There are few other instructions for proper use. If the patient is on a medication that slows transit time, the physician may choose to withhold the drug the day of the test. Regular medication can be taken until two hours before the test and resumed two hours after the PillCam is ingested. Physicians may wish to withhold medications that coat the small bowel, such as sulcrafate, for five days prior to the test.

After ingestion, the patient should remain NPO for two hours, at which time water is fine. After four hours, a light snack is allowed, and after eight hours, normal diet may return. The PillCam then ends up at the local sewage treatment plant!


As amazing as the pill cam is, it does have limitations: It is good at demonstrating what the problem is, but it cannot determine where the lesion is, exactly.

The manufacturer has mechanisms for estimating the location(s) of lesions, including labeled anatomic landmarks such as the pylorus and ileocecal valve, a capsule timebar, typical gastric and small bowel transit times, and models, but the exact location will require other testing if a surgical procedure is required for lesions such as a malignancy. PillCam is untested for visualizing the large intestine.


The billing consists of two different components, professional and technical, leading to two bills or a “global bill” if billed together. It is recognized by both Medicare and commercial payers as acceptable and covered for suspected Crohn’s disease and GI bleed that remain undiagnosed after a traditional workup.

Undiagnosed iron deficiency anemia and abdominal pain are typically not covered indications but common reasons for physicians to consider this tool. For approved indications, Medicare global reimbursement is in the $900-$1,000 range (varying by locale) with the professional being about $200 and the technical being the rest. The list price of the actual capsule is $450. It is sold in packs of 10. About a quarter of a million studies have been performed so far worldwide.

The use of this technology is expanding with the more recent approval by the FDA of an esophageal version of the device, the PillCam ESO. This device has two video cameras, one on each end, that can take four images per second during the less-than-five-second transit through the esophagus. The device continues to transmit images for 20 minutes until the battery dies. The manufacturer has performed comparison trials against the gold standard, — upper endoscopy — reporting a comparative 92 percent sensitivity and 95 percent specificity.

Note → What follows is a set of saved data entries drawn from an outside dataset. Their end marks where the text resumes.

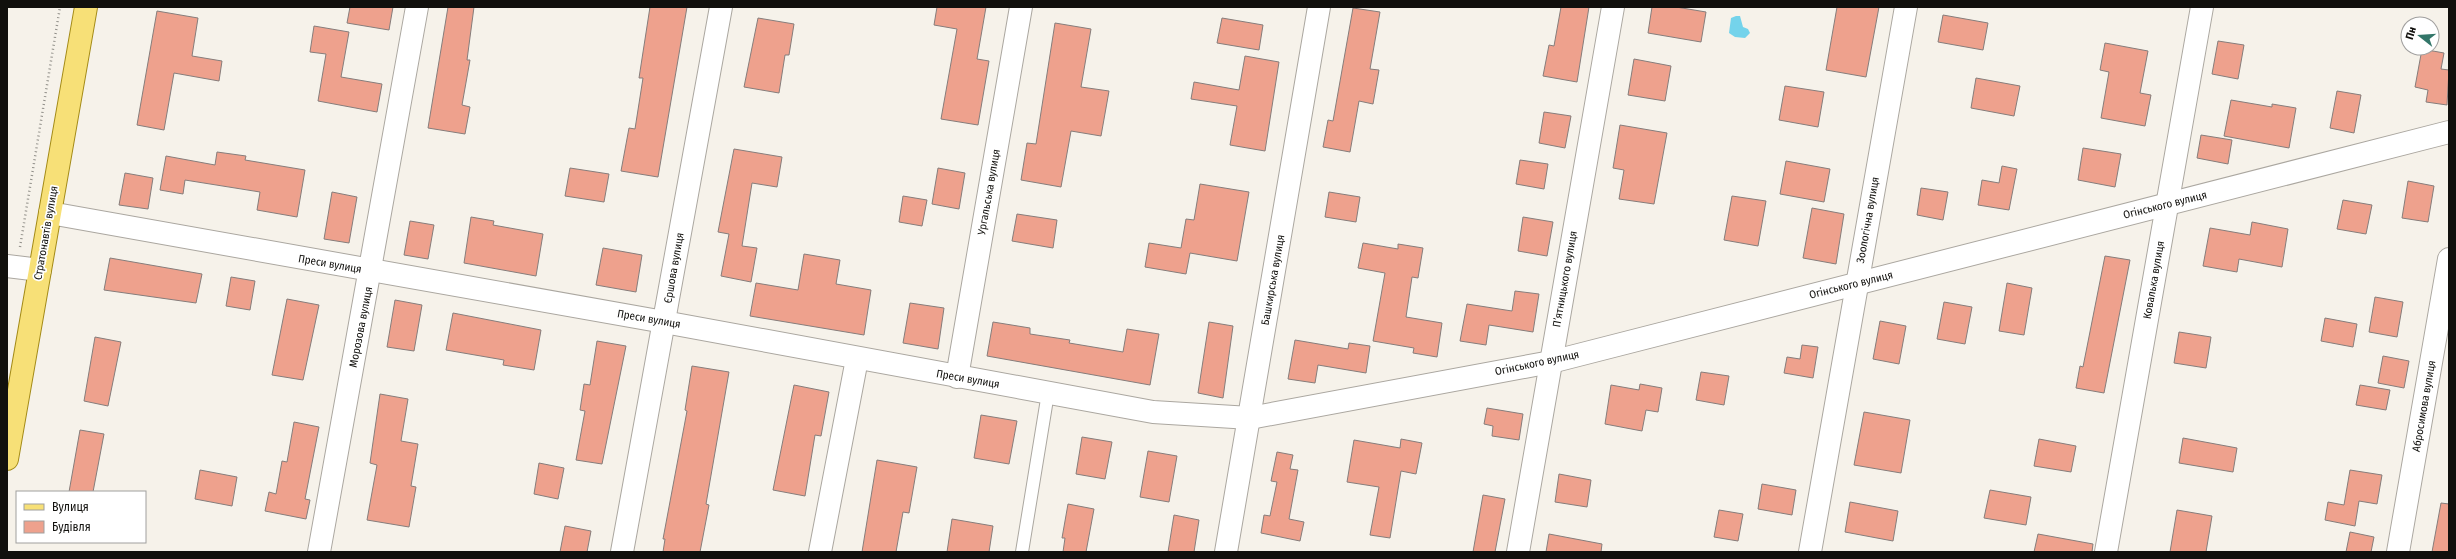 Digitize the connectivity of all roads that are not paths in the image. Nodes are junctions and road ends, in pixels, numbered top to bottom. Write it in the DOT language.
graph roads {
  1 [pos="86,7"];
  2 [pos="417,7"];
  3 [pos="721,7"];
  4 [pos="1021,7"];
  5 [pos="1319,7"];
  6 [pos="1613,7"];
  7 [pos="1906,7"];
  8 [pos="2202,7"];
  9 [pos="2449,132"];
  10 [pos="2167,205"];
  11 [pos="50,213"];
  12 [pos="2449,259"];
  13 [pos="12,266"];
  14 [pos="40,270"];
  15 [pos="371,271"];
  16 [pos="1857,283"];
  17 [pos="664,322"];
  18 [pos="857,359"];
  19 [pos="1551,362"];
  20 [pos="957,377"];
  21 [pos="1048,394"];
  22 [pos="1250,418"];
  23 [pos="7,459"];
  24 [pos="319,552"];
  25 [pos="622,552"];
  26 [pos="820,552"];
  27 [pos="1022,552"];
  28 [pos="1226,552"];
  29 [pos="1518,552"];
  30 [pos="1810,552"];
  31 [pos="2106,552"];
  32 [pos="2398,552"];
  1 -- 11 [label="main road, Стратонавтів вулиця"];
  2 -- 15 [label="street, Морозова вулиця"];
  3 -- 17 [label="street, Єршова вулиця"];
  4 -- 20 [label="street, Ургальська вулиця"];
  5 -- 22 [label="street, Башкирська вулиця"];
  6 -- 19 [label="street, П’ятницького вулиця"];
  7 -- 16 [label="street, Зоологічна вулиця"];
  8 -- 10 [label="street, Ковалька вулиця"];
  9 -- 10 [label="street, Огінського вулиця"];
  10 -- 16 [label="street, Огінського вулиця"];
  10 -- 31 [label="street, Ковалька вулиця"];
  11 -- 14 [label="main road, Стратонавтів вулиця"];
  11 -- 15 [label="street, Преси вулиця"];
  12 -- 32 [label="street, Абросимова вулиця"];
  13 -- 14 [label="street"];
  14 -- 23 [label="main road, Стратонавтів вулиця"];
  15 -- 17 [label="street, Преси вулиця"];
  15 -- 24 [label="street, Морозова вулиця"];
  16 -- 19 [label="street, Огінського вулиця"];
  16 -- 30 [label="street, Зоологічна вулиця"];
  17 -- 18 [label="street, Преси вулиця"];
  17 -- 25 [label="street, Єршова вулиця"];
  18 -- 20 [label="street, Преси вулиця"];
  18 -- 26 [label="street"];
  19 -- 22 [label="street, Огінського вулиця"];
  19 -- 29 [label="street, П’ятницького вулиця"];
  20 -- 21 [label="street, Преси вулиця"];
  21 -- 22 [label="street, Преси вулиця"];
  21 -- 27 [label="lane"];
  22 -- 28 [label="street, Башкирська вулиця"];
} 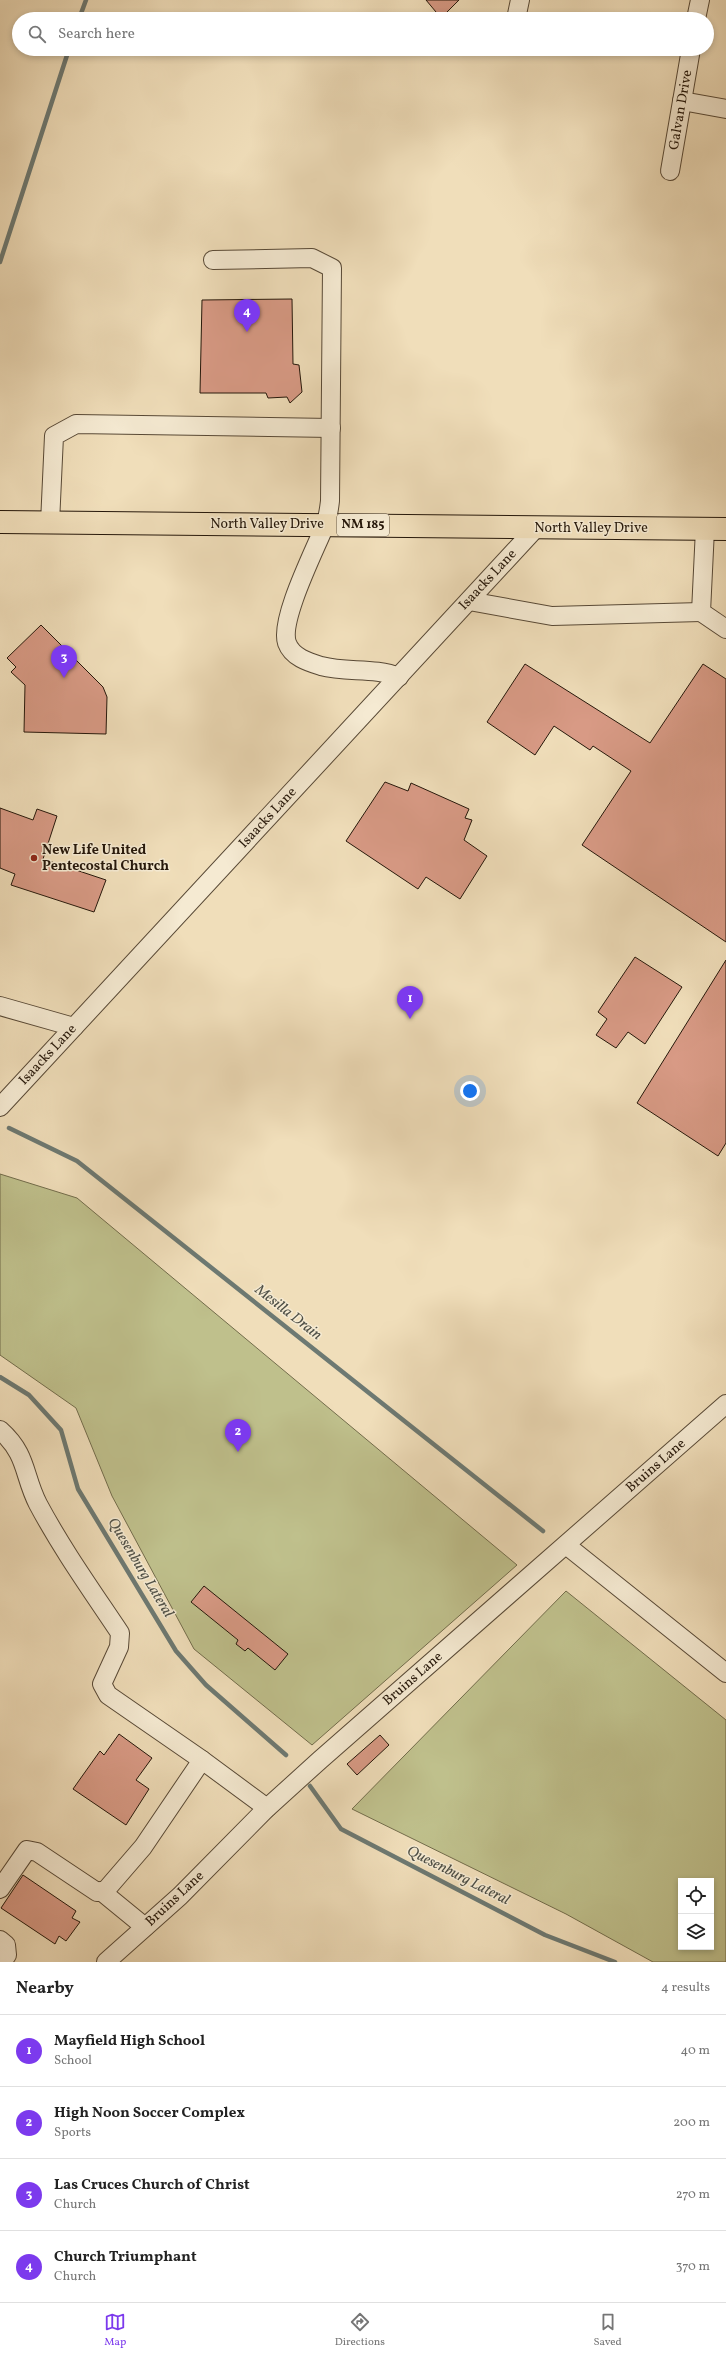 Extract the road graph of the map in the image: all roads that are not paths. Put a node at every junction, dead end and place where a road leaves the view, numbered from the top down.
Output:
1 (520, 0) edge
2 (700, 0) edge
3 (517, 12) edge
4 (697, 12) edge
5 (690, 56) edge
6 (682, 100) junction
7 (726, 108) edge
8 (670, 171) dead end
9 (213, 260) dead end
10 (331, 428) junction
11 (0, 522) edge
12 (50, 523) junction
13 (326, 524) junction
14 (536, 528) junction
15 (716, 529) edge
16 (469, 602) junction
17 (701, 612) junction
18 (726, 629) edge
19 (399, 677) junction
20 (0, 1006) edge
21 (74, 1027) junction
22 (0, 1107) edge
23 (726, 1404) edge
24 (0, 1430) edge
25 (566, 1545) junction
26 (726, 1674) edge
27 (202, 1760) junction
28 (267, 1808) junction
29 (0, 1889) edge
30 (101, 1891) junction
31 (145, 1927) junction
32 (0, 1940) edge
33 (2, 1962) edge
34 (106, 1962) edge

1 - 3 street
2 - 4 street
5 - 6 street, Galvan Drive
6 - 7 street
6 - 8 street, Galvan Drive
9 - 10 street
10 - 12 street
10 - 13 street
11 - 12 main road, North Valley Drive / NM 185
12 - 13 main road, North Valley Drive / NM 185
13 - 14 main road, North Valley Drive / NM 185
13 - 19 street
14 - 15 main road, North Valley Drive / NM 185
14 - 16 street, Isaacks Lane
15 - 17 street
16 - 17 street
16 - 19 street, Isaacks Lane
17 - 18 street
19 - 21 street, Isaacks Lane
20 - 21 street
21 - 22 street, Isaacks Lane
23 - 25 street, Bruins Lane
24 - 27 street
25 - 26 street
25 - 28 street, Bruins Lane
27 - 28 street
27 - 30 street
28 - 31 street, Bruins Lane
29 - 30 street
30 - 31 street
31 - 34 street, Bruins Lane
32 - 33 street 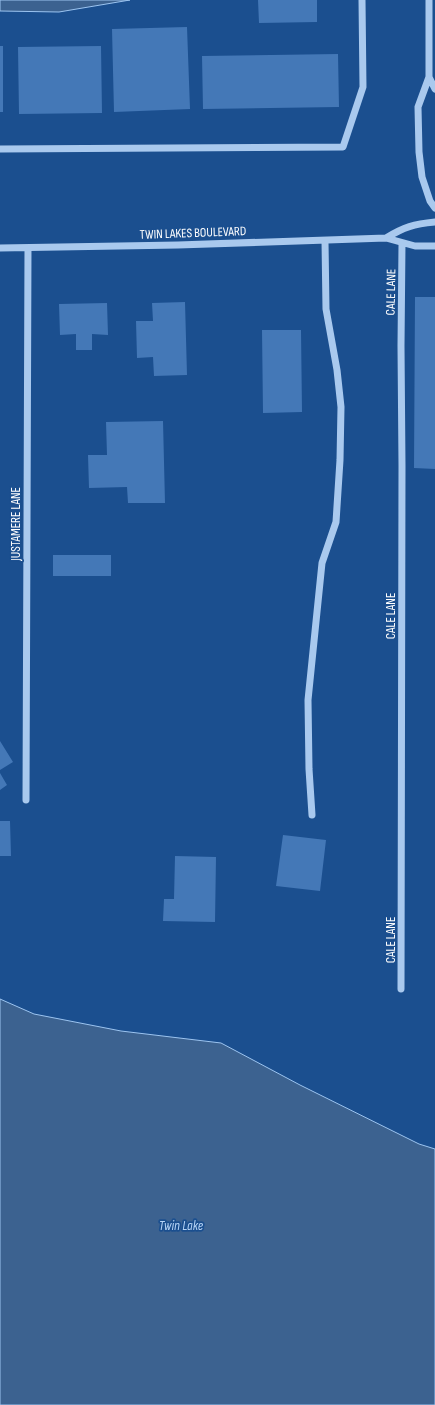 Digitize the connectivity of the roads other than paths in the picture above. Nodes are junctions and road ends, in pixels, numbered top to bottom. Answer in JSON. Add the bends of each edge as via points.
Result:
{"nodes":[{"id":1,"x":362,"y":0,"type":"edge"},
{"id":2,"x":428,"y":0,"type":"edge"},
{"id":3,"x":429,"y":46,"type":"junction"},
{"id":4,"x":435,"y":53,"type":"edge"},
{"id":5,"x":429,"y":77,"type":"junction"},
{"id":6,"x":435,"y":89,"type":"edge"},
{"id":7,"x":0,"y":149,"type":"edge"},
{"id":8,"x":435,"y":208,"type":"edge"},
{"id":9,"x":435,"y":222,"type":"edge"},
{"id":10,"x":386,"y":238,"type":"junction"},
{"id":11,"x":325,"y":241,"type":"junction"},
{"id":12,"x":402,"y":244,"type":"junction"},
{"id":13,"x":435,"y":246,"type":"edge"},
{"id":14,"x":0,"y":248,"type":"edge"},
{"id":15,"x":28,"y":248,"type":"junction"},
{"id":16,"x":26,"y":800,"type":"dead end"},
{"id":17,"x":312,"y":815,"type":"dead end"},
{"id":18,"x":402,"y":989,"type":"dead end"}],
"edges":[{"from":1,"to":7,"type":"street","via":[[363,86],[343,148]]},
{"from":2,"to":3,"type":"street"},
{"from":3,"to":4,"type":"street"},
{"from":3,"to":5,"type":"street"},
{"from":5,"to":6,"type":"street"},
{"from":5,"to":8,"type":"street","via":[[418,107],[419,152],[422,177]]},
{"from":9,"to":10,"type":"street","name":"TWIN LAKES BOULEVARD","via":[[415,224]]},
{"from":10,"to":11,"type":"street","name":"TWIN LAKES BOULEVARD"},
{"from":10,"to":12,"type":"street","name":"TWIN LAKES BOULEVARD"},
{"from":11,"to":15,"type":"street","name":"TWIN LAKES BOULEVARD"},
{"from":11,"to":17,"type":"street","via":[[326,309],[341,408],[336,522],[322,563],[308,700]]},
{"from":12,"to":13,"type":"street","name":"TWIN LAKES BOULEVARD"},
{"from":12,"to":18,"type":"street","name":"CALE LANE"},
{"from":14,"to":15,"type":"street","name":"TWIN LAKES BOULEVARD"},
{"from":15,"to":16,"type":"street","name":"JUSTAMERE LANE"}]} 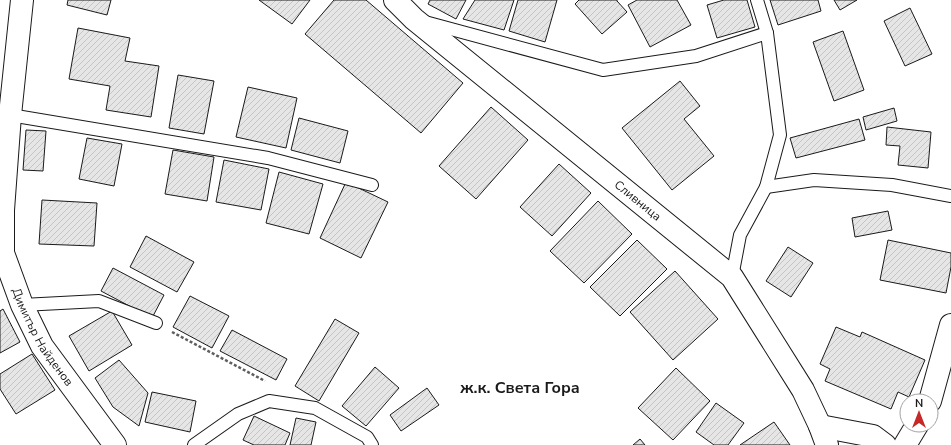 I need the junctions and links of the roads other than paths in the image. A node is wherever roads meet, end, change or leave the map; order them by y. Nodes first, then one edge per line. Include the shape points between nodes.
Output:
1 (22, 0) edge
2 (395, 0) edge
3 (757, 0) edge
4 (414, 20) junction
5 (767, 33) junction
6 (10, 115) junction
7 (372, 185) dead end
8 (766, 187) junction
9 (951, 196) edge
10 (732, 277) junction
11 (22, 304) junction
12 (156, 323) road end
13 (951, 325) edge
14 (932, 393) edge
15 (912, 433) edge
16 (823, 435) edge
17 (114, 445) edge
18 (194, 445) edge
19 (372, 445) edge
20 (885, 445) edge
21 (905, 445) edge

1 - 6 street, Димитър Найденов
2 - 4 street, Сливница
3 - 5 lane
4 - 5 lane via 603,70 696,56
4 - 10 street, Сливница
5 - 8 lane via 780,135
6 - 7 lane via 268,158
6 - 11 street, Димитър Найденов via 3,210 3,253
8 - 9 lane via 814,180 892,185
8 - 10 lane via 740,235
10 - 16 street, Сливница via 803,390
11 - 12 lane via 99,301
11 - 17 street, Димитър Найденов via 42,346
13 - 14 street
15 - 21 street
16 - 20 street via 873,436
18 - 19 lane via 238,414 269,401 315,408 367,437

Obviously the PillCam does not have the capability to be maneuvered or to acquire tissue samples as does an endoscopy. Its use in the total management of upper GI disorders still remains to be established in formal evidence-based guidelines, but given the convenience, the lack of need for sedation and the rather benign nature of the patient experience, MCOs will probably face increased demand from patients and physicians in the coming years. This device takes us one step closer to what was once science fiction, again reminding us of the coming attractions of Tomorrow’s Medicine!

Thomas Morrow, MD, is president of the National Association of Managed Care Physicians. He has 21 years of managed care experience at the payer or health plan level.